Multimodal models bridge senses. They take input from MULTIPLE modalities — text + image, text + audio, text + video — and produce outputs that depend on all of them at once. CLIP showed that images and captions can share an embedding space. GPT-4V can answer questions about a photograph. Gemini and Claude can see, read, listen, and reason across all of these simultaneously. The key idea: encode each modality into a common vector space where 'a cat' (text) and a photo of a cat can be compared and combined.
Architecture: dual encoders + shared space
CLIP-style training (the foundational technique):
text_encoder(t) → text vector v_t (768-dim, normalised)
image_encoder(x) → image vector v_x (768-dim, normalised)
Loss = contrastive
For a batch of N (text, image) pairs:
pull matched (t_i, x_i) close
push unmatched (t_i, x_j) for i≠j apart
cosine similarity v_t · v_x ≈ 1 for matches, ≈ 0 for non-matches.

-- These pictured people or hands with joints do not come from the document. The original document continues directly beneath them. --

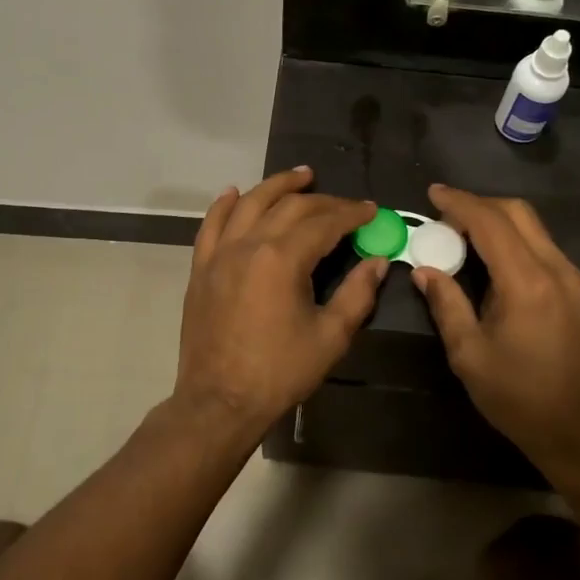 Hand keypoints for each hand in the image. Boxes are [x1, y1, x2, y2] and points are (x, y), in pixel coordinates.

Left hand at [172, 168, 386, 440]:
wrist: (219, 402)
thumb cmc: (280, 372)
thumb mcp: (330, 337)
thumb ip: (357, 293)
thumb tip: (378, 261)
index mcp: (282, 258)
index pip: (324, 222)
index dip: (351, 213)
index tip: (371, 211)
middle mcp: (249, 244)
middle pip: (289, 207)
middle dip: (322, 200)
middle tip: (345, 204)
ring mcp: (219, 254)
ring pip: (249, 204)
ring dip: (276, 186)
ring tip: (300, 177)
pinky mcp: (201, 268)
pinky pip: (211, 225)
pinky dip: (224, 205)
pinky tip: (235, 193)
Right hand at [411, 185, 579, 475]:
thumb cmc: (519, 399)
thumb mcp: (469, 355)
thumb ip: (446, 304)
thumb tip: (425, 270)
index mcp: (528, 283)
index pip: (490, 223)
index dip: (460, 203)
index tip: (434, 193)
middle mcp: (562, 272)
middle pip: (521, 215)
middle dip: (483, 206)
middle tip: (451, 215)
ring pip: (541, 237)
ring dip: (506, 232)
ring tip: (476, 251)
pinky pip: (557, 263)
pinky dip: (528, 257)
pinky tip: (513, 286) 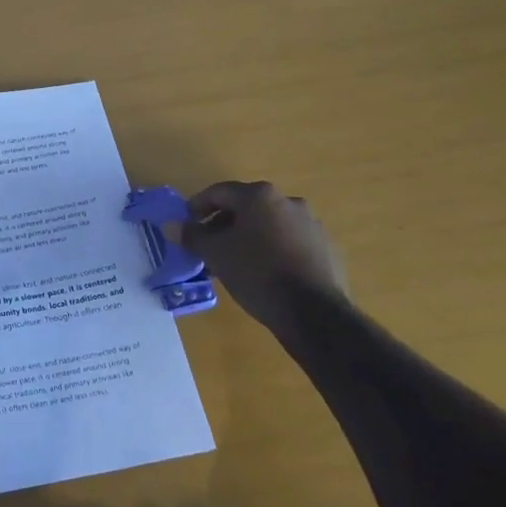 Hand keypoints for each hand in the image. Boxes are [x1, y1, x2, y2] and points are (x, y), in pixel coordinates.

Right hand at [179, 181, 349, 332]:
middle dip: (224, 223)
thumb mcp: (215, 254)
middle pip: (246, 206)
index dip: (198, 206)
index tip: (187, 223)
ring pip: (270, 224)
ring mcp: (311, 224)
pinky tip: (265, 272)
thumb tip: (179, 228)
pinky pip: (290, 241)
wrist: (314, 314)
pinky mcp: (326, 248)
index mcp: (259, 195)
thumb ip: (193, 236)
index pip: (219, 192)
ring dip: (250, 236)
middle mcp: (288, 201)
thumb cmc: (257, 274)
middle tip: (210, 244)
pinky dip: (273, 249)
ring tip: (236, 261) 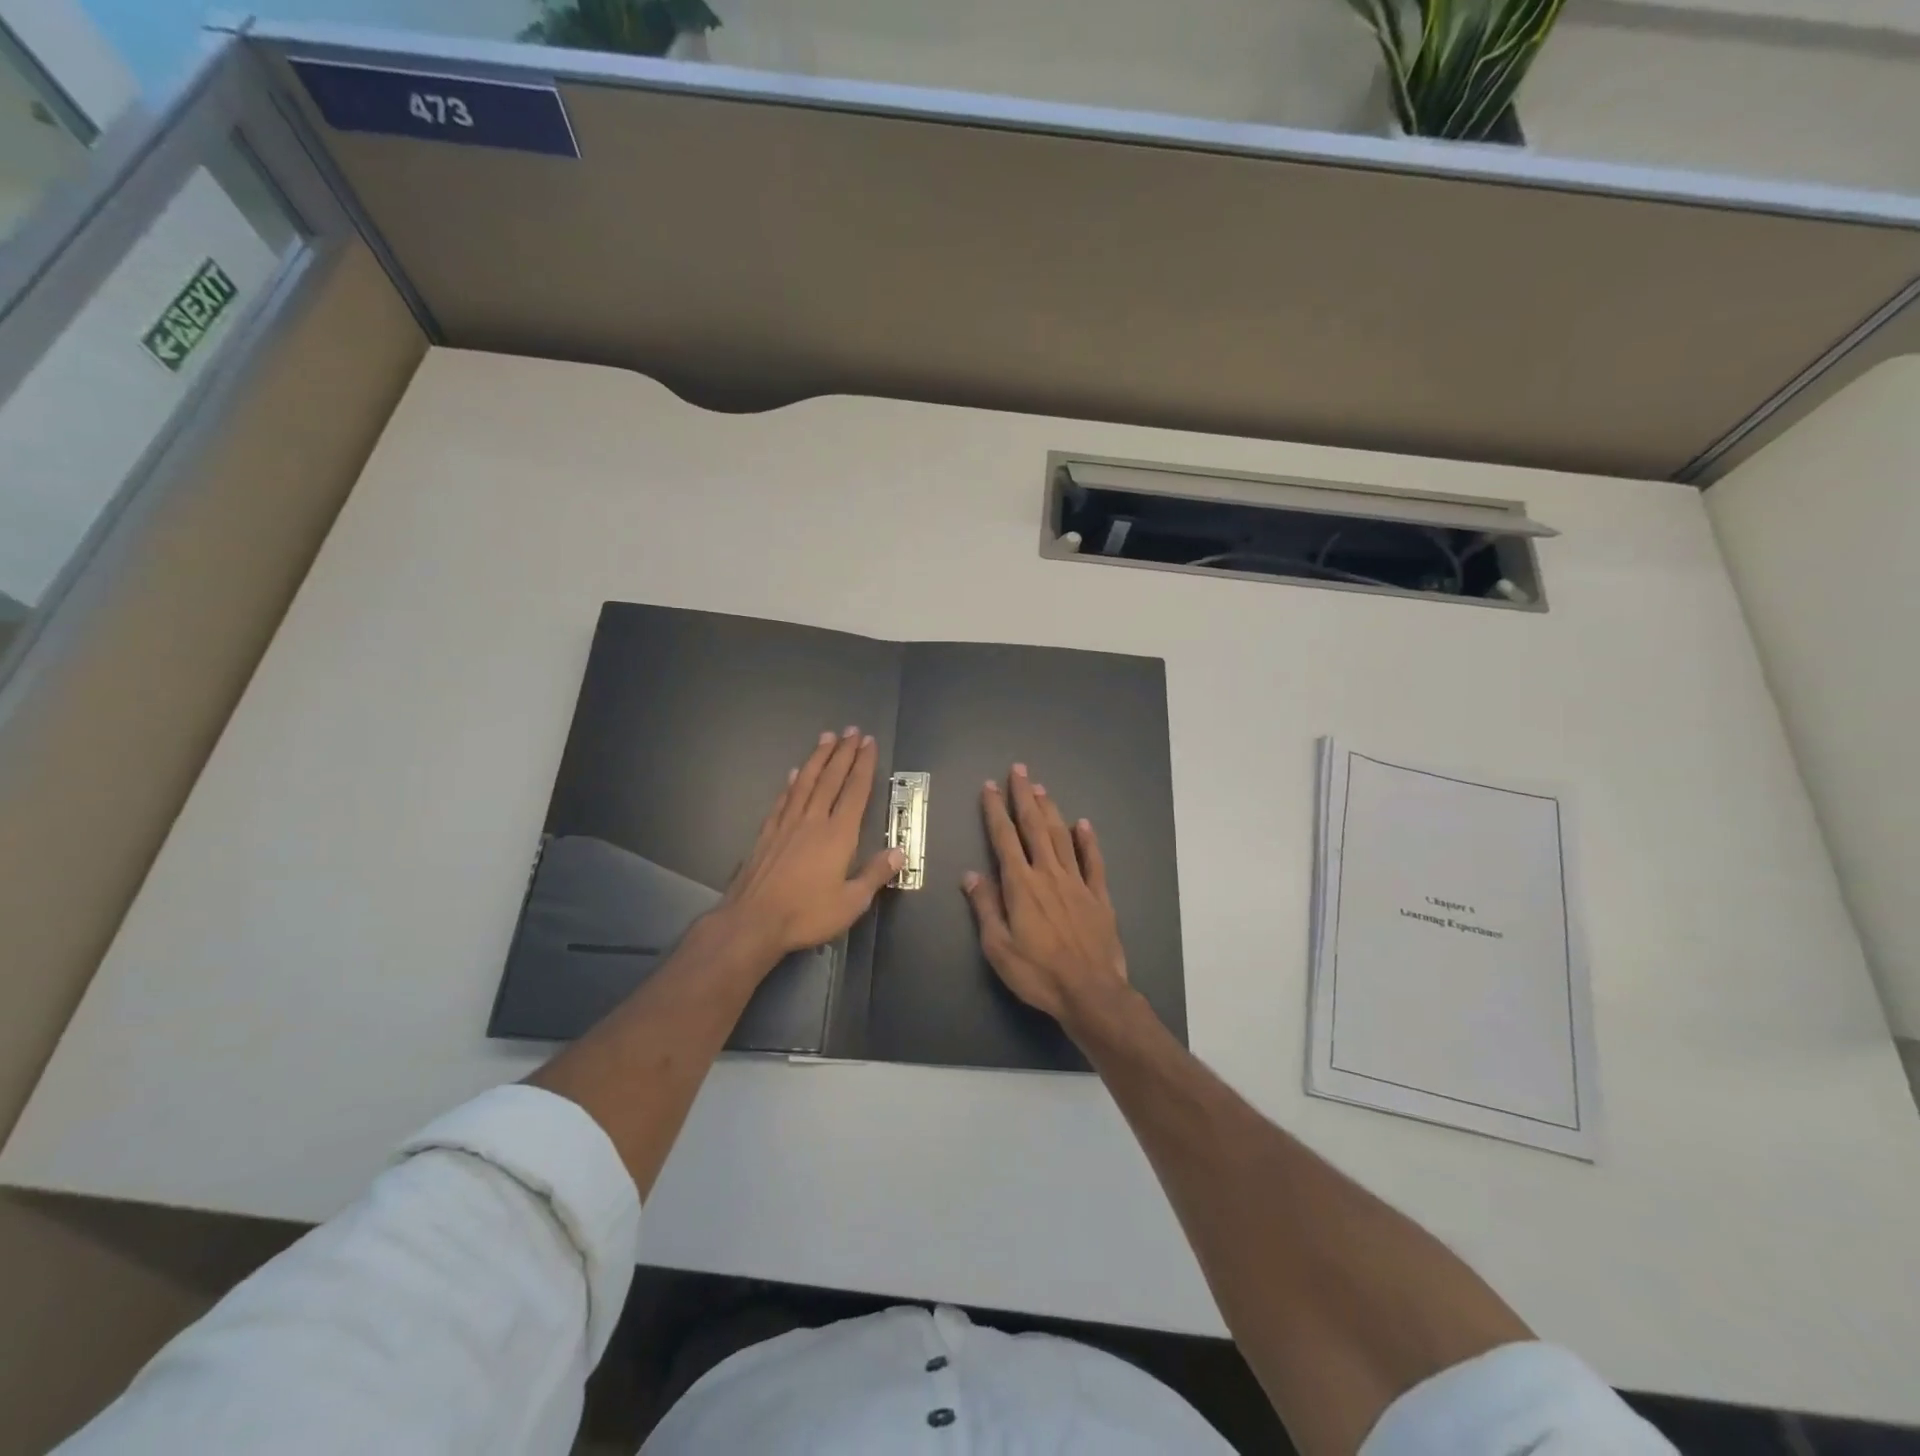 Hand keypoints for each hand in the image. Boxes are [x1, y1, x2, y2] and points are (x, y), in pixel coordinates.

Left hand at [716, 727, 901, 961]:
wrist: (752, 921)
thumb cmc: (806, 914)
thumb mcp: (851, 902)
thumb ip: (875, 874)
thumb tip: (899, 852)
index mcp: (838, 834)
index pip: (855, 791)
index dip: (863, 765)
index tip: (868, 743)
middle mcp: (813, 820)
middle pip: (831, 778)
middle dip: (843, 752)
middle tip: (851, 730)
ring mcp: (787, 824)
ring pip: (806, 782)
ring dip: (818, 758)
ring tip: (826, 737)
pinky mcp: (767, 833)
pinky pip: (783, 799)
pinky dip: (792, 783)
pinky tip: (795, 773)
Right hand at [962, 763, 1129, 1025]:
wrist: (1090, 992)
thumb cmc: (1038, 973)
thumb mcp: (998, 947)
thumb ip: (986, 907)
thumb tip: (971, 874)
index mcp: (1021, 885)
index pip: (1004, 839)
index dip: (995, 811)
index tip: (989, 787)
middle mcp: (1049, 874)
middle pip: (1034, 827)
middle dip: (1023, 796)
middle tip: (1018, 770)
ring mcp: (1077, 883)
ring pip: (1062, 837)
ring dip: (1050, 810)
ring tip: (1041, 788)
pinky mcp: (1099, 896)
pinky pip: (1093, 861)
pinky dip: (1088, 841)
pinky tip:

After training, the same encoders work for:
• Image search: text → encode → find nearest image vectors
• Image classification: encode 'a photo of a cat'/'a photo of a dog'/... and match
• Captioning: image → encoder → fed as embeddings to a separate decoder LMTwo encoders · trained to align · shared embedding space enables cross-modal tasks
Modern multimodal LLMs (GPT-4V, Gemini, Claude 3)
- Image input: pretrained image encoder (often ViT) produces image tokens that are projected into the LLM's text-token embedding space.
- These image tokens are then prepended/inserted into the text token stream like any other tokens.
- The LLM's transformer sees a unified sequence of (text + image) tokens and reasons over them jointly via standard attention.
- Output is text (or text + image with diffusion-based decoder, or audio with speech models).
Capabilities unlocked
- Visual question answering: 'how many people are in this photo?'
- Document understanding: 'extract all dates from this scanned invoice'
- Code from sketches: 'turn this whiteboard sketch into HTML'
- Cross-modal generation: text → image (DALL-E, Stable Diffusion), text → audio (Suno, ElevenLabs), text → video (Sora, Veo).
- Embodied assistance: 'tell me what you see and how to fix the broken faucet'.